Corporate Resolution

A corporate resolution is used to show that the party executing the real estate documents is a party that may bind the corporation as his or her actions affects title to real property. This removes any doubt that the document is executed without the authority to convey, encumber, or otherwise affect title to the real property in the corporations name is eliminated.

Statement of Authority

A statement of authority provides evidence there is an entity and establishes the authority of one or more persons to act on behalf of an entity. This entity can convey, encumber, or otherwise affect title to real property. Colorado defines a statement of authority as an instrument executed on behalf of the entity containing:

  1. The name of the entity,
  2. The type of entity and the state, country, or other governmental authority under whose laws it was formed,
  3. A mailing address for the entity, and
  4. The name or position of the person authorized to execute instruments conveying, encumbering, or otherwise affecting title to real property on behalf of the entity.

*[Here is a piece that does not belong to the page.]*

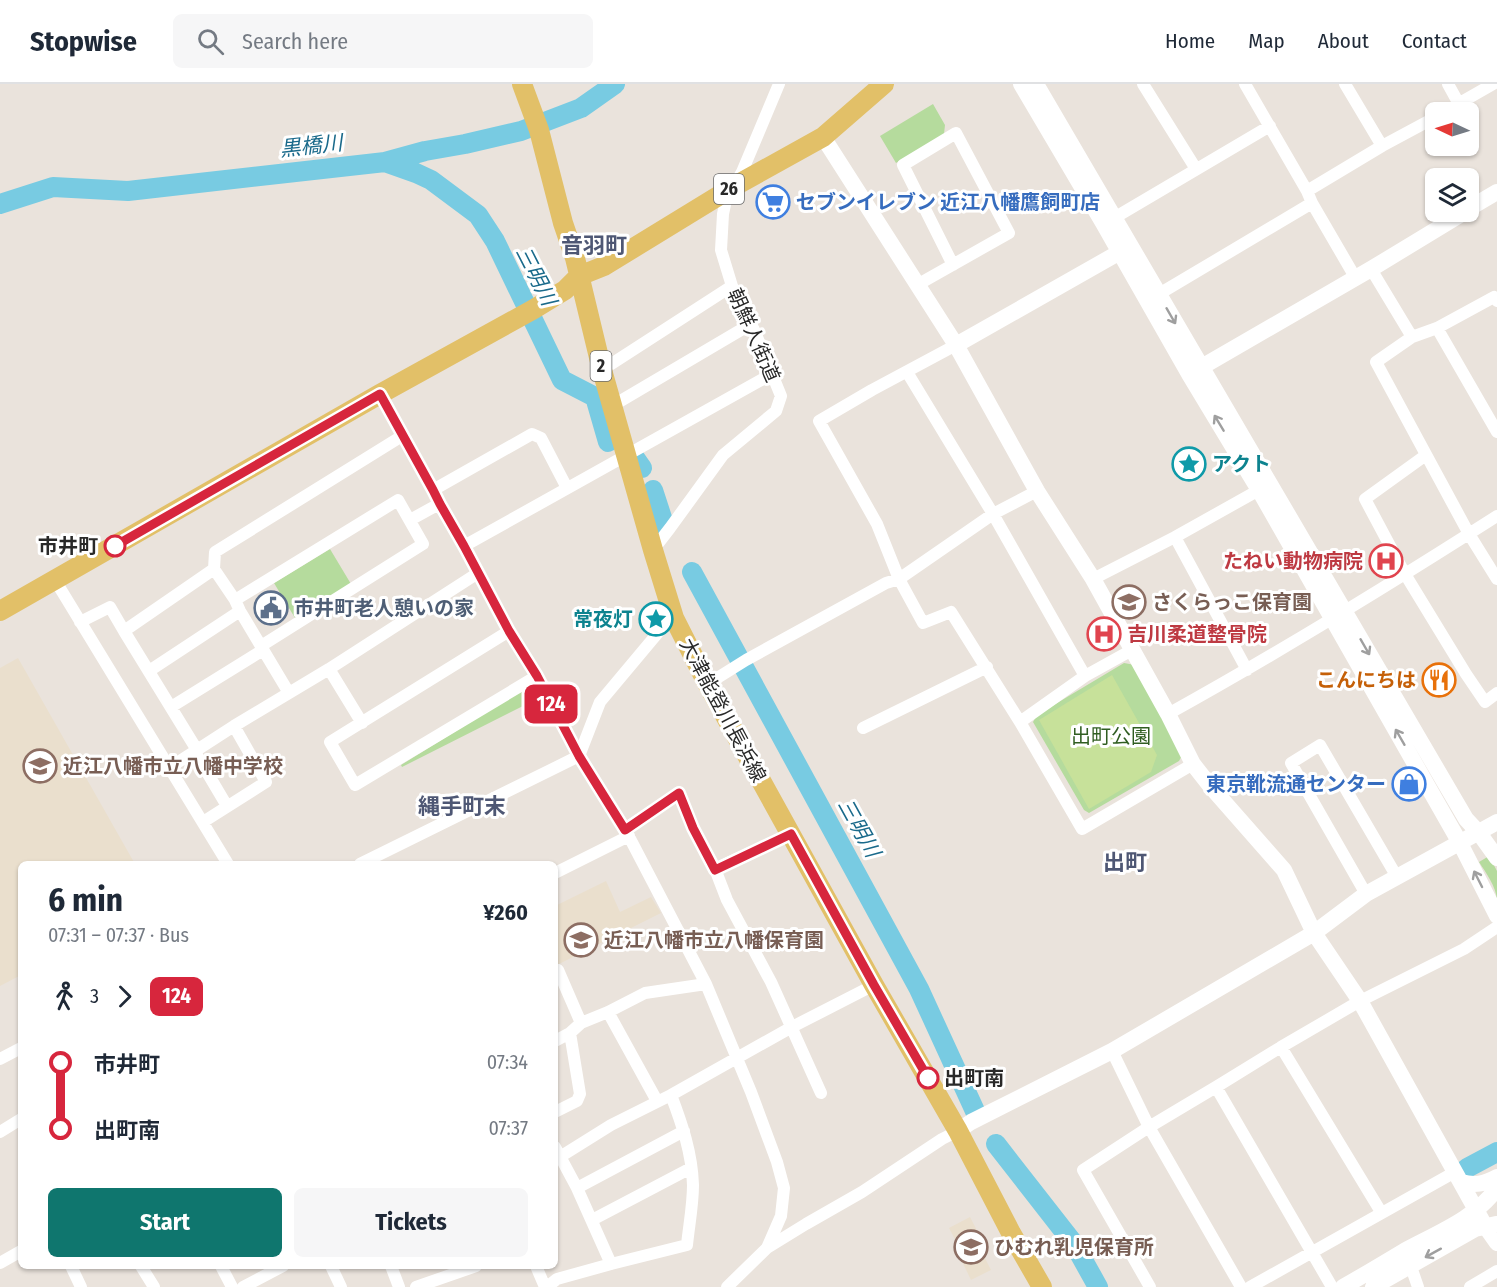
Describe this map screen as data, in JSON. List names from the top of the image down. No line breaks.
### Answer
{"streets":{"main road":["26","2","大津能登川長浜線"],"street":["朝鮮人街道"]},"crossings":[["26","朝鮮人街道"],["26","大津能登川長浜線"],["朝鮮人街道","大津能登川長浜線"]],"districts":["音羽町","縄手町末","出町"],"water":["黒橋川","三明川"],"parks":["出町公園"],"places":{"supermarket":["セブンイレブン 近江八幡鷹飼町店"],"place":["アクト","常夜灯"],"other":["市井町","出町南"],"hospital":["たねい動物病院","吉川柔道整骨院"],"school or university":["さくらっこ保育園","近江八幡市立八幡中学校","近江八幡市立八幡保育園","ひむれ乳児保育所"],"public building":["市井町老人憩いの家"],"restaurant":["こんにちは"],"shop":["東京靴流通センター"]},"lines":["bus line 124"],"north":"left","page":{"header":"Stopwise","search":"Search here","nav":["Home","Map","About","Contact"],"on_map":"124","heading":["6 min","07:31 – 07:37 · Bus","¥260"],"legs":["3","124"],"list":[{"name":"市井町","value":"07:34"},{"name":"出町南","value":"07:37"}],"buttons":["Start","Tickets"]}}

A statement of authority may contain any limitation that may exist upon the authority of the person named in the statement or holding the position to bind the entity. This also includes other matters involving how the entity deals with any interest in real property. Upon recording a statement of authority, a title entity has reasonable assurances that the person executing the real estate documents has authority to do so on behalf of the entity.


An acknowledgment is a formal declaration before an authorized court or public officer – generally a notary public – that the person who has executed the instrument is doing so as his or her act or deed. The purpose of an acknowledgment is to prove execution of the conveyance, to insure its authenticity when presented for registration. This enables the instrument to be used in evidence without proof of its execution by the grantor.

The elements of a proper acknowledgment are:

  1. The name and representative capacity of the acknowledging party,
  2. The name of the person taking the acknowledgment,
  3. Words of acknowledgment,
  4. The seal of the notary or other person taking the acknowledgment as may be required by law,
  5. The date of expiration of the notary’s commission, as may be appropriate under the law, and
  6. The signature of the person taking the acknowledgment.